Improbidade Administrativa: juiz condena Joãozinho Félix a devolver R$ 1,077 milhões ao MTur

O Ministério Público Federal (MPF) acusou Joãozinho Félix de ter cometido irregularidades na prestação de contas sobre a realização do evento “Réveillon Maior”

Improbidade Administrativa: juiz condena Joãozinho Félix a devolver R$ 1,077 milhões ao MTur João Félix de Andrade Filho/Foto: reprodução Portal Viagora

O juiz Federal Leonardo Tavares Saraiva, da 1ª vara federal de Teresina, condenou o ex-prefeito de Campo Maior, João Félix de Andrade Filho, conhecido por Joãozinho Félix, por improbidade administrativa. A sentença foi emitida no dia 23 de julho deste ano.

O Ministério Público Federal (MPF) acusou Joãozinho Félix de ter cometido irregularidades na prestação de contas sobre a realização do evento “Réveillon Maior” com recursos oriundos do convênio 1468/09 do Ministério do Turismo (MTur) no valor de R$ 300 mil.

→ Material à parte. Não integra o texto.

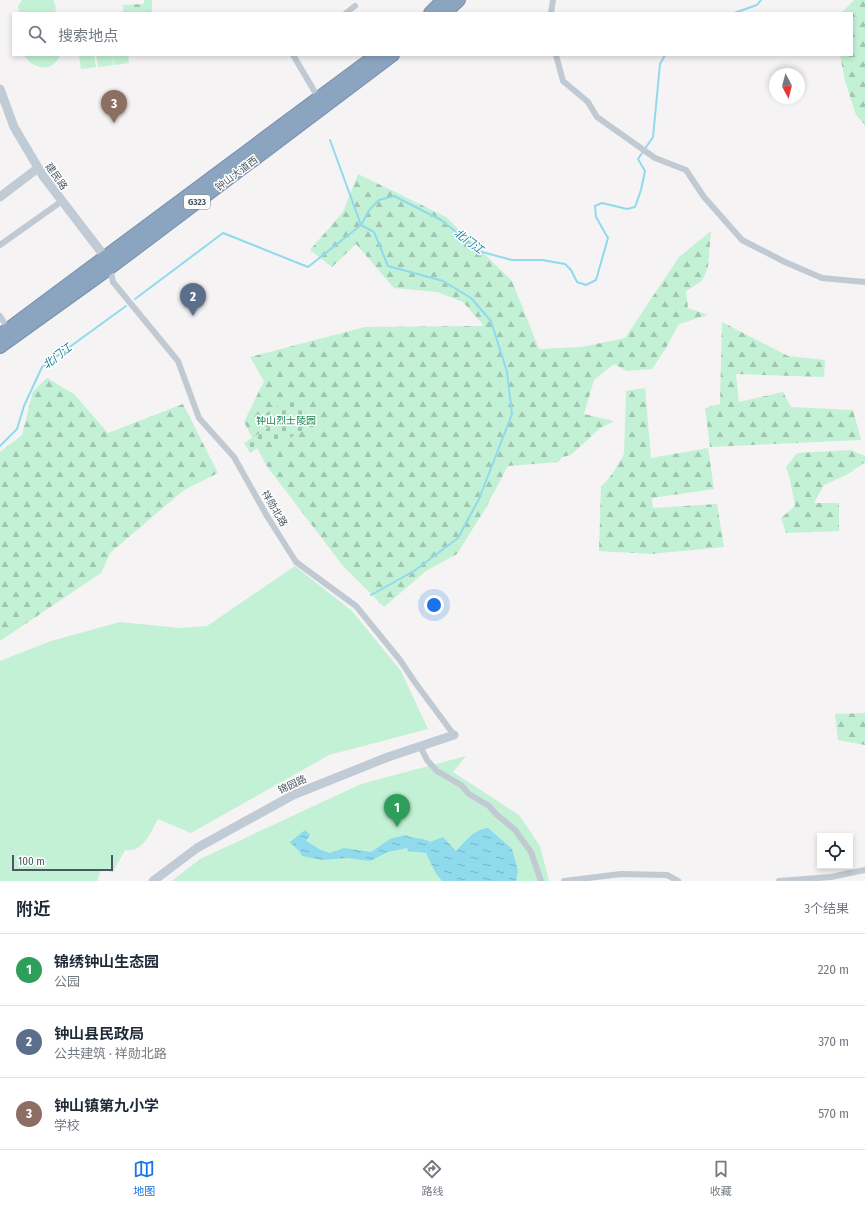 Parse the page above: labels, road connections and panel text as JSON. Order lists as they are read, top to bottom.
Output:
{
  "streets": {
    "highway": ["钟山大道西", "G323"],
    "street": ["建民路", "祥勋北路", "锦园路"]
  },
  "crossings": [
    ["钟山大道西", "建民路"],
    ["钟山大道西", "祥勋北路"],
    ["建民路", "祥勋北路"],
    ["祥勋北路", "锦园路"]
  ],
  "water": ["北门江"],
  "parks": ["钟山烈士陵园"],
  "scale_bar": "100 m",
  "north": "bottom",
  "page": {
    "search": "搜索地点",
    "pins": ["3", "2", "1"],
    "scale": "100 m",
    "heading": ["附近", "3个结果"],
    "list": [
      {
        "mark": "1",
        "name": "锦绣钟山生态园",
        "note": "公园",
        "value": "220 m"
      },
      {
        "mark": "2",
        "name": "钟山县民政局",
        "note": "公共建筑 · 祥勋北路",
        "value": "370 m"
      },
      {
        "mark": "3",
        "name": "钟山镇第九小学",
        "note": "学校",
        "value": "570 m"
      }
    ],
    "nav": ["地图", "路线", "收藏"]
  }
} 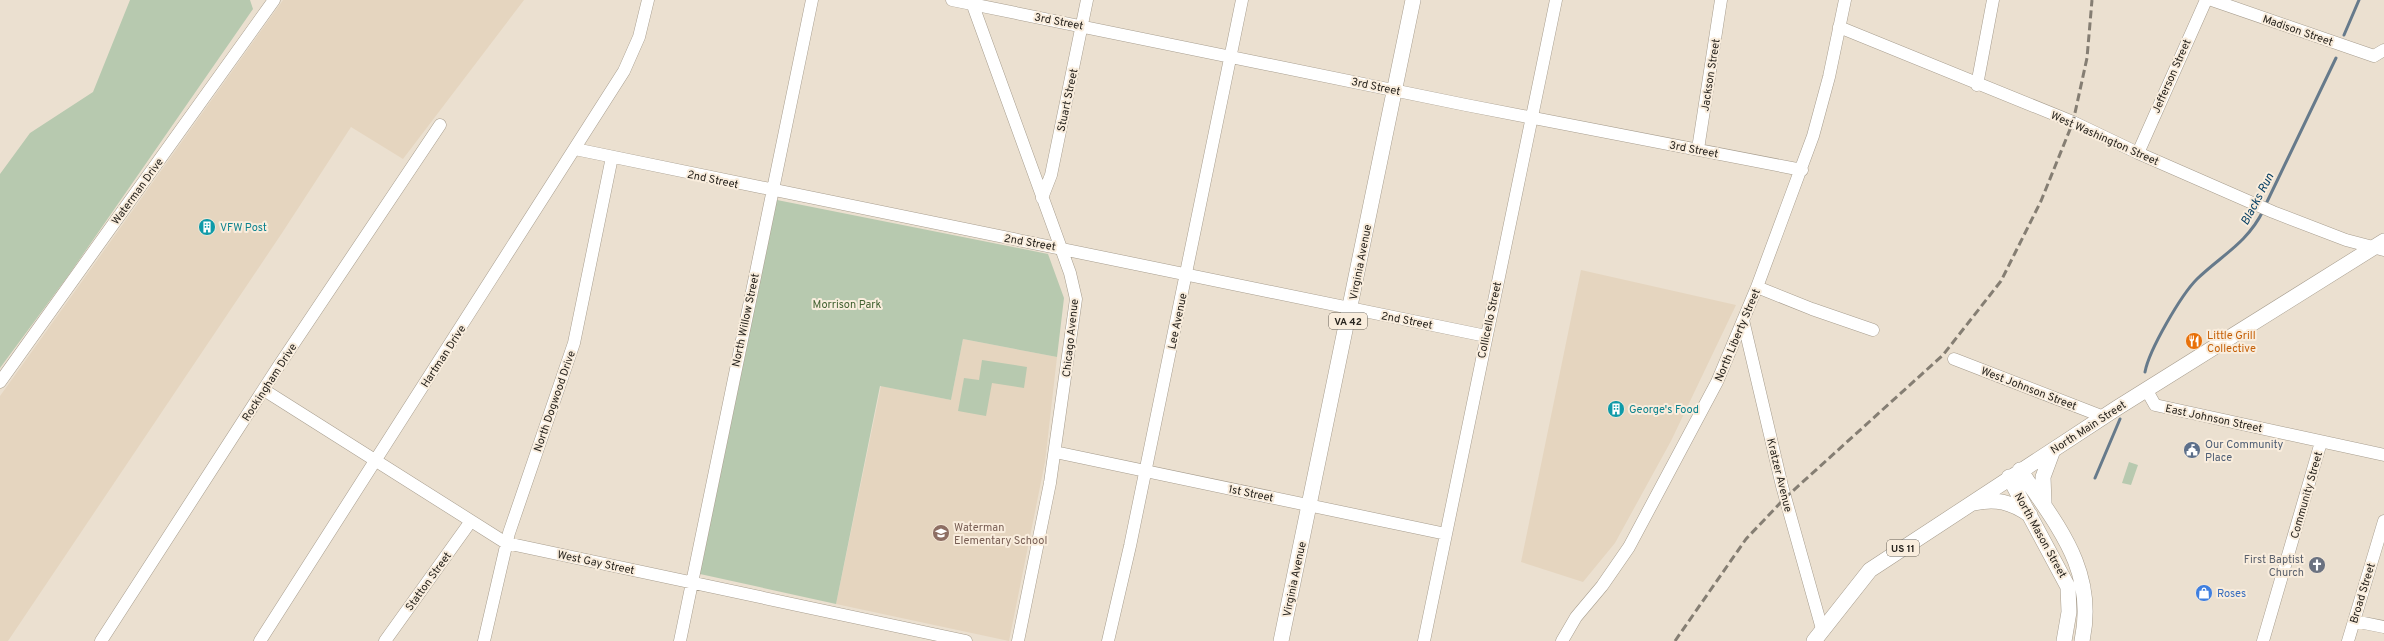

O Ministério do Turismo relatou que a execução física do convênio foi realizada, no entanto, a prestação de contas referente ao aspecto financeiro havia sido reprovada pelas seguintes irregularidades: realização de licitação na modalidade convite para locação e grupo gerador de energia e telões, quando o art. 49, §1º, Portaria MP/MF/MCT 127/2018 exige o uso da modalidade pregão para aquisição de bens e serviços comuns; não comprovação de que os valores pagos a bandas/músicos contratados diretamente, sob o argumento de inexigibilidade de licitação, são semelhantes aos praticados no mercado; contratação de empresas sem apresentação de certidões negativas; e não comprovação da notificação a partidos políticos, sindicatos de trabalhadores e entidades empresariais.

Defesa

Em sua defesa, o ex-prefeito de Campo Maior alegou a carência da ação por falta de interesse processual e a inexistência de ato de improbidade, por não ter havido prejuízo ao erário, pois segundo ele, o evento atingiu o objetivo. E os recursos foram totalmente aplicados na realização do evento.

Sentença                                

No decorrer do processo, o MPF comprovou a acusação contra o ex-prefeito Joãozinho Félix através de farta documentação.

O convênio foi analisado pelos técnicos do MTur, pela Controladoria Geral da União e foi objeto de análise no Tribunal de Contas da União. Em todos esses órgão foram constatadas as irregularidades cometidas pelo ex-gestor.

O magistrado destacou “pelas funções que exerce, o ex-prefeito do município, tendo conhecimento da lei das licitações, atuou como ordenador de despesas, subscritor do convênio em questão e aprovou a inexigibilidade de licitação indevida, sendo o responsável direto pelo evento “Reveillon Maior” e pelas irregularidades nas contratações efetuadas. Com tais condutas, o requerido agiu de forma decisiva e consciente para a frustração do processo licitatório e condução irregular dos contratos do evento, restando presente o dolo na ação dos mesmos.”

O juiz julgou procedente a ação do MPF e condenou o ex-prefeito Joãozinho Félix a ressarcir o MTur no valor de R$ 538.953,09 (quinhentos e trinta e oito mil e novecentos e cinquenta e três reais e nove centavos), teve seus direitos políticos suspensos por 5 anos e, ainda, terá que pagar uma multa no valor de R$ 538.953,09 ao Ministério do Turismo.

O ex-prefeito terá que devolver aos cofres do Mtur a quantia de R$ 1.077.906,18. Joãozinho Félix pode recorrer contra a sentença.